Bugs that affect Persian typography on the web

92 views
Skip to first unread message

Mostafa Hajizadeh

unread,
Aug 28, 2012, 5:33:42 AM8/28/12
to persian-...@googlegroups.com
Hi all,

I've started to make a list of bugs that affect Persian typography on the web. You can find it here. It's very limited now. Everybody can help by mentioning bugs missed in the list.
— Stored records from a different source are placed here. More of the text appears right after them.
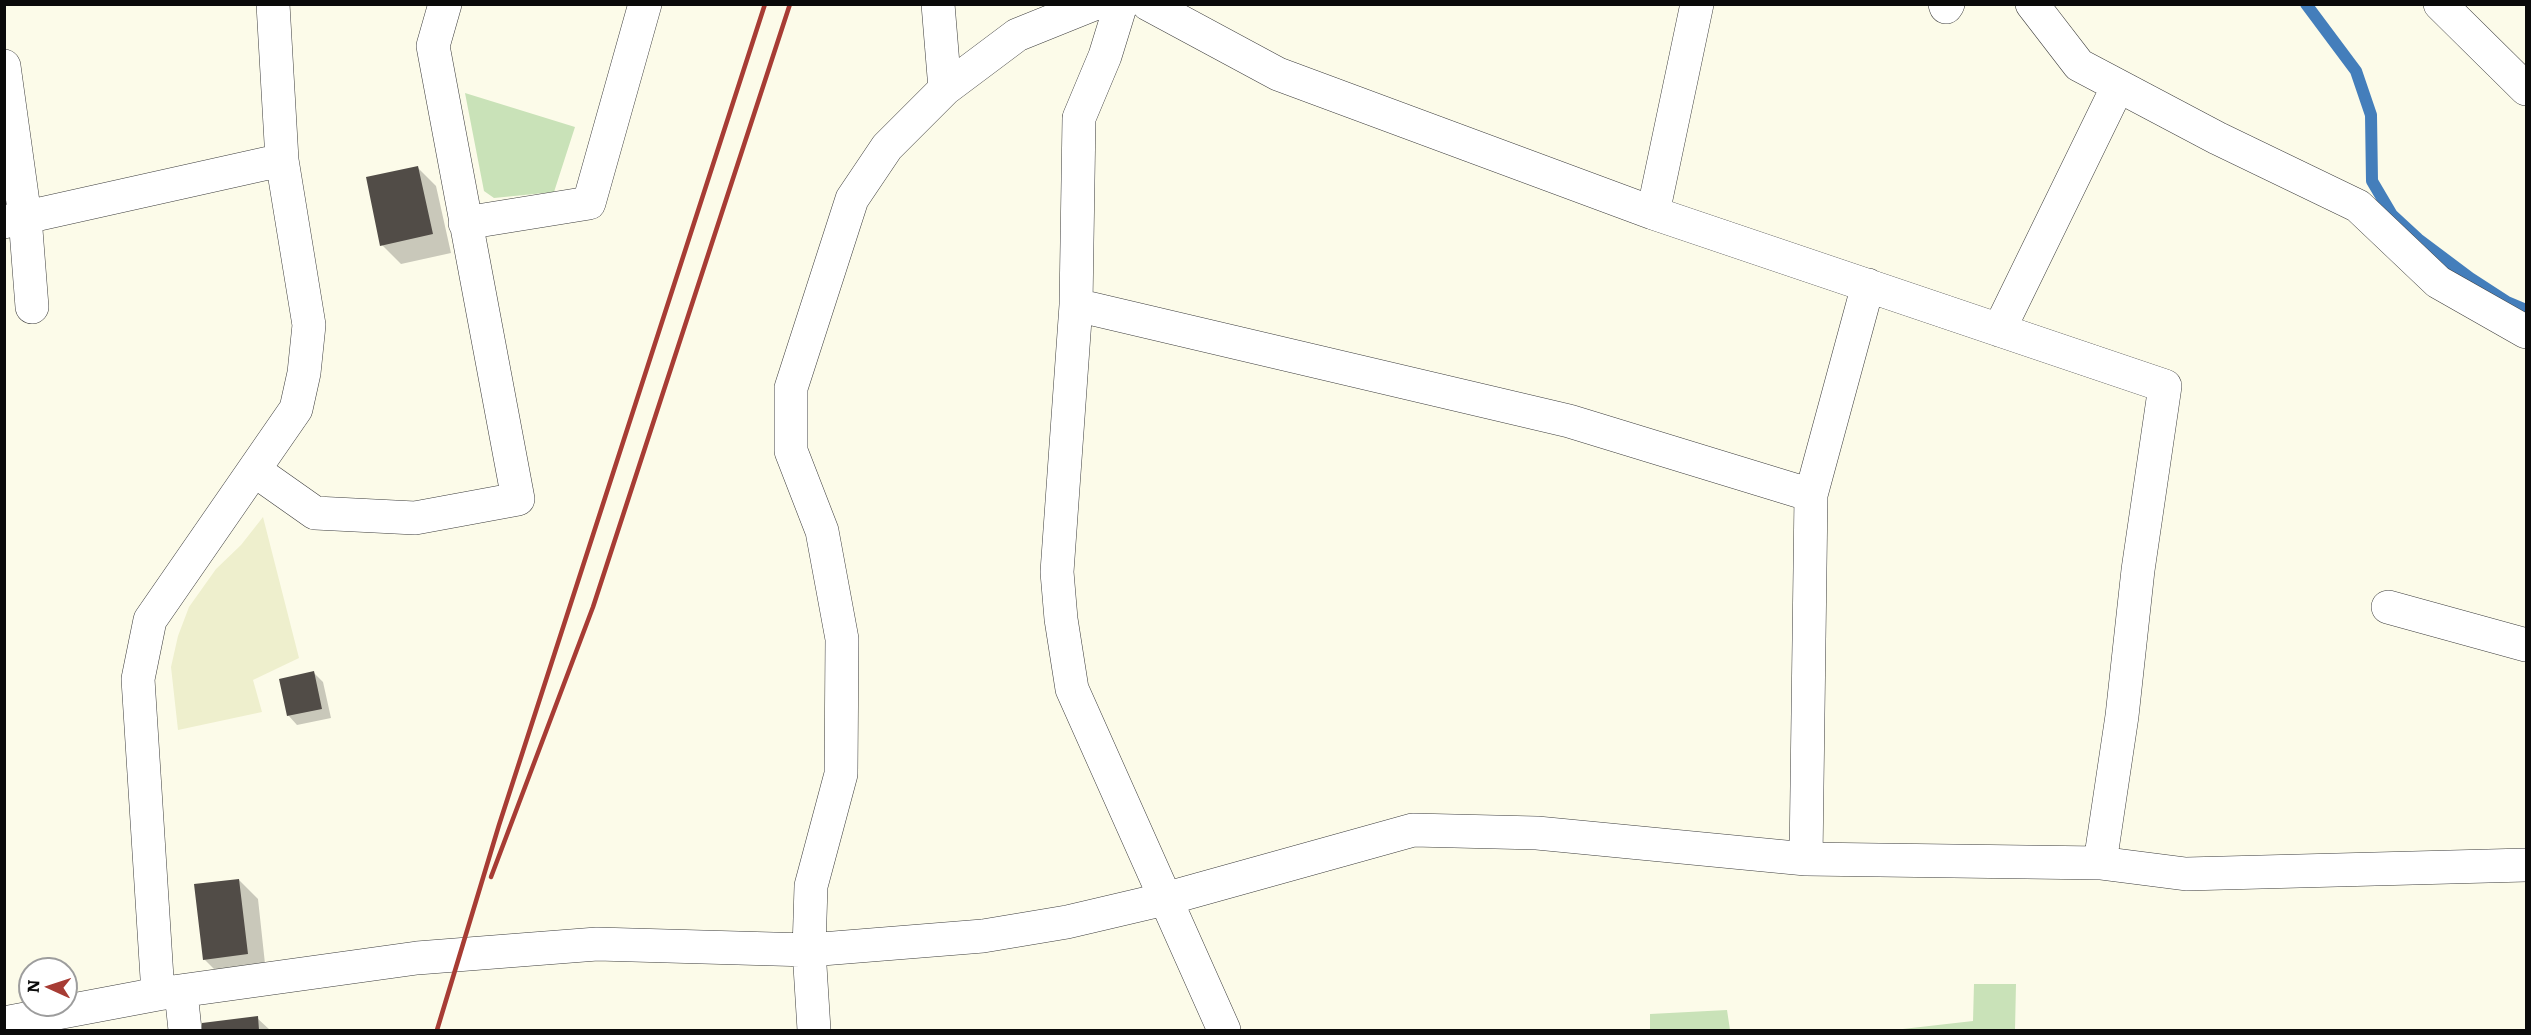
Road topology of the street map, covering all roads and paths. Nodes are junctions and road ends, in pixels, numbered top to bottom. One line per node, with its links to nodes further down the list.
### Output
1 (273, 4): 15 (street)
2 (445, 4): 18 (street)
3 (645, 4): 18 (street)
4 (938, 4): 13 (street)
5 (1094, 4): 13 (street)
6 (1121, 4): 20 (street)
7 (1148, 4): 16 (street)
8 (1697, 4): 16 (street)
9 (2032, 4): 12 (street)
10 (2440, 4): 14 (street)
11 (4, 66): 17 (street)
12 (2118, 86): 22 (street); 23 (street)
13 (945, 89): 32 (street)
14 (2526, 89)
15 (282, 160): 17 (street); 24 (street)
16 (1653, 213): 19 (street)
17 (15, 220): 21 (street)
18 (465, 224): 24 (street)
19 (1868, 285): 22 (street); 25 (street)
20 (1076, 305): 25 (street); 31 (street)
21 (32, 306)
22 (1999, 330): 29 (street)
23 (2526, 332)
24 (254, 470): 33 (street)
25 (1811, 495): 28 (street)
26 (2388, 607): 27 (street)
27 (2526, 645)
28 (1806, 859): 29 (street); 31 (street)
29 (2100, 863): 30 (street)
30 (2526, 865)
31 (1165, 899): 32 (street); 37 (street)
32 (809, 950): 33 (street); 36 (street)
33 (170, 993): 34 (street); 35 (street)
34 (4, 1023)
35 (186, 1030)
36 (814, 1030)
37 (1224, 1030)

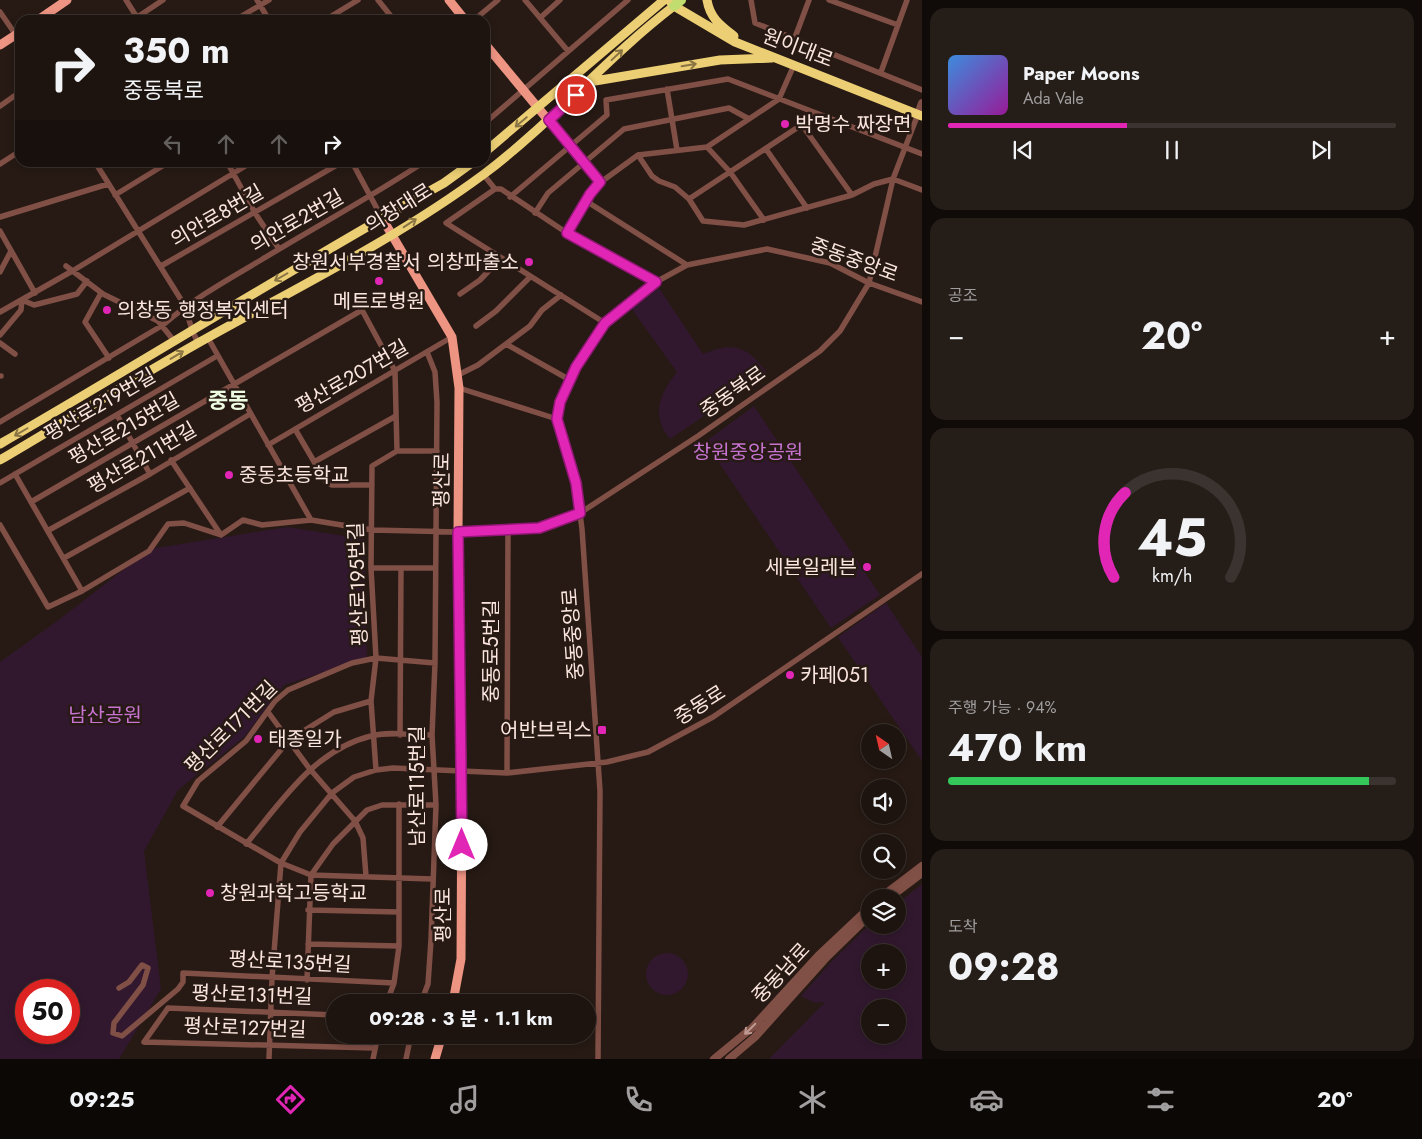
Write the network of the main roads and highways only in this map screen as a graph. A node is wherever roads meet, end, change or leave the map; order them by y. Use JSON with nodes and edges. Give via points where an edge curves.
{"nodes":[{"id":1,"x":66,"y":0,"type":"edge"},
{"id":2,"x":449,"y":0,"type":"edge"},
{"id":3,"x":664,"y":0,"type":"edge"},
{"id":4,"x":707,"y":0,"type":"edge"},
{"id":5,"x":675,"y":2,"type":"edge"},
{"id":6,"x":45,"y":15,"type":"edge"},
{"id":7,"x":461,"y":15,"type":"edge"},
{"id":8,"x":15,"y":37,"type":"edge"},
{"id":9,"x":2,"y":41,"type":"edge"},
{"id":10,"x":490,"y":50,"type":"edge"},
{"id":11,"x":776,"y":58,"type":"junction"},
{"id":12,"x":589,"y":82,"type":"junction"},
{"id":13,"x":538,"y":107,"type":"junction"},
{"id":14,"x":920,"y":115,"type":"edge"},
{"id":15,"x":549,"y":120,"type":"junction"},
{"id":16,"x":490,"y":148,"type":"edge"},
{"id":17,"x":466,"y":167,"type":"edge"},
{"id":18,"x":382,"y":218,"type":"junction"},
{"id":19,"x":392,"y":234,"type":"junction"},
{"id":20,"x":0,"y":444,"type":"edge"},
{"id":21,"x":0,"y":460,"type":"edge"},
{"id":22,"x":455,"y":994,"type":"edge"},
{"id":23,"x":438,"y":1044,"type":"edge"},
{"id":24,"x":434,"y":1059,"type":"edge"}],
"edges":[{"from":1,"to":6,"type":"main road"},
{"from":2,"to":7,"type":"main road"},
{"from":3,"to":13,"type":"main road"},
{"from":4,"to":11,"type":"main road","via":[[709,12],[717,23],[734,36]]},
{"from":5,"to":11,"type":"main road","name":"원이대로","via":[[735,42]]},
{"from":12,"to":5,"type":"main road","name":"의창대로","one_way":true},
{"from":8,"to":9,"type":"main road"},
{"from":10,"to":13,"type":"main road"},
{"from":12,"to":11,"type":"main road","one_way":true,"via":[[720,60]]},
{"from":11,"to":14,"type":"main road","name":"원이대로"},
{"from":12,"to":15,"type":"main road","name":"의창대로"},
{"from":13,"to":15,"type":"main road"},
{"from":13,"to":16,"type":"main road","one_way":true},
{"from":19,"to":15,"type":"main road","name":"의창대로","one_way":true,"via":[[483,174]]},
{"from":17,"to":18,"type":"main road","name":"의창대로"},
{"from":18,"to":19,"type":"main road","name":"평산로"},
{"from":18,"to":20,"type":"main road","name":"의창대로","one_way":true},
{"from":21,"to":19,"type":"main road","name":"의창대로","one_way":true},
{"from":19,"to":22,"type":"main road","name":"평산로","via":[[452,337],[459,388],[461,959]]},
{"from":23,"to":24,"type":"main road"}]}
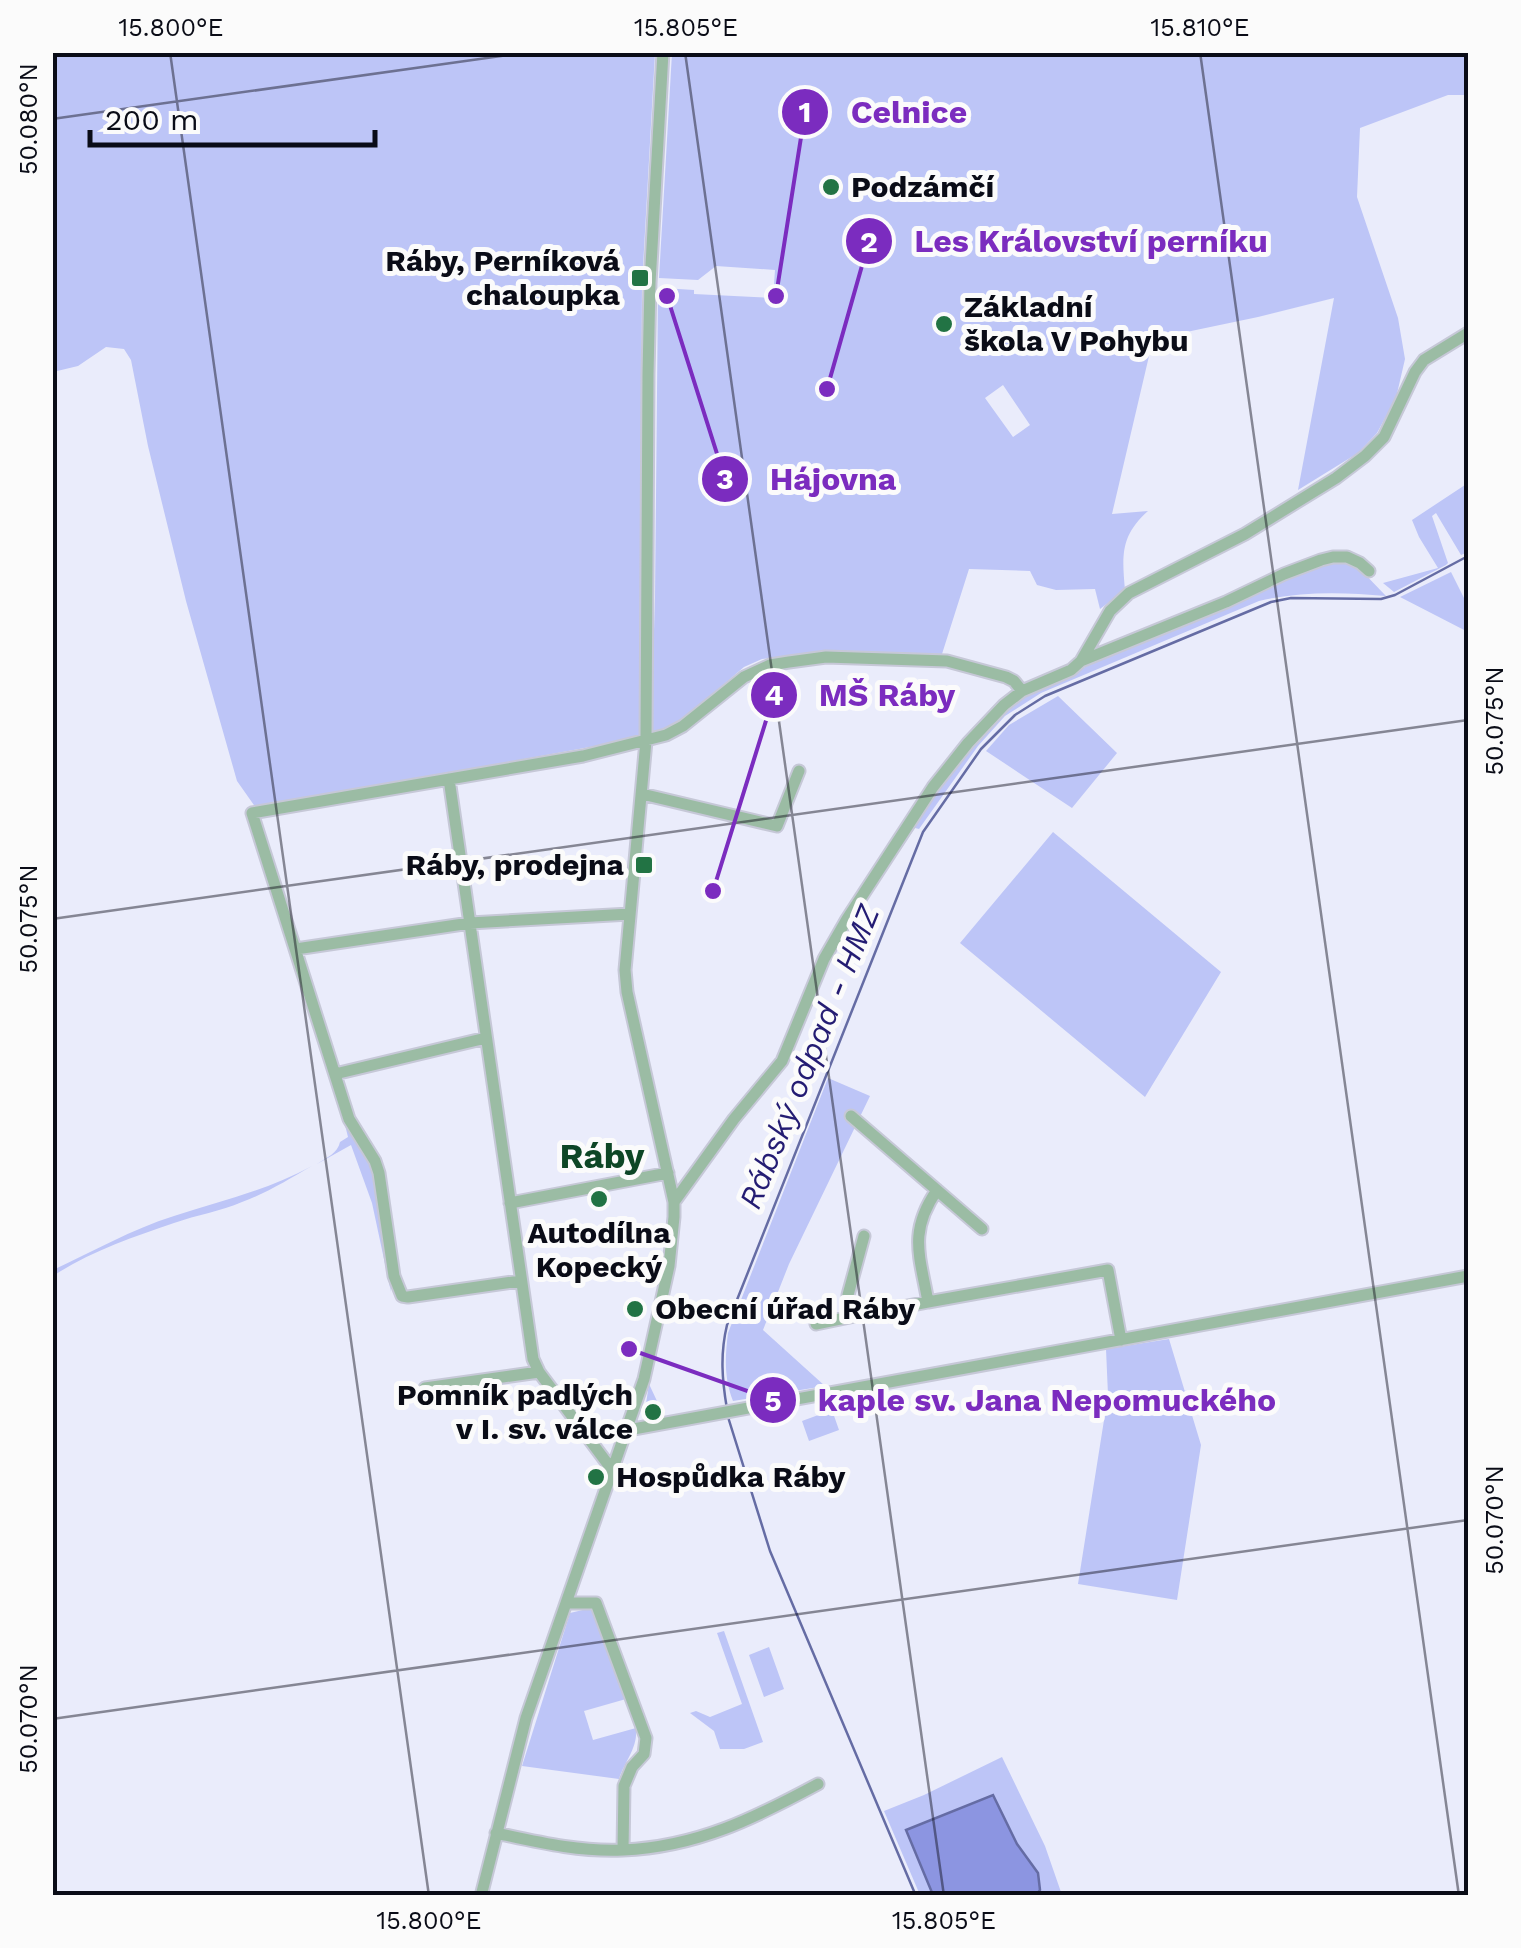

You can also help by giving or gathering more information about the bugs and reporting them to the developers.

Would be happy to hear from you about this.

I have a blog post (in Persian) about this.

Regards,
Mostafa

Ehsan Akhgari

unread,
Aug 28, 2012, 10:31:12 AM8/28/12
to Mostafa Hajizadeh, persian-...@googlegroups.com
Hi Mostafa,

Thanks for doing this, this is great!  While gathering lists like this are useful, it's usually best to report these bugs to the vendors of the browsers in question, so that they get a chance to fix them (there is always a chance that they don't know about it before you report it to them!).  Here are a list of bug tracking software for the popular browser vendors:

1. Mozilla: https://bugzilla.mozilla.org/ (if you file a Mozilla bug, please make sure to CC me on it directly using my first name @mozilla.com).
2. WebKit (the engine behind Safari, Chrome, and Android's web browser): https://bugs.webkit.org/
3. Chrome (if you're not sure whether something is a WebKit or Chrome bug, report it here): http://crbug.com/
4. Safari: https://developer.apple.com/bugreporter/ (I'm not really sure if they actually look at the bugs people report...)
5. Android: http://source.android.com/source/report-bugs.html (In my experience, the Android team is not really responsive to external reports... but I hope that has changed now)
6. IE: http://connect.microsoft.com/IE (I have mixed experience with reporting IE bugs, but it's always best to try)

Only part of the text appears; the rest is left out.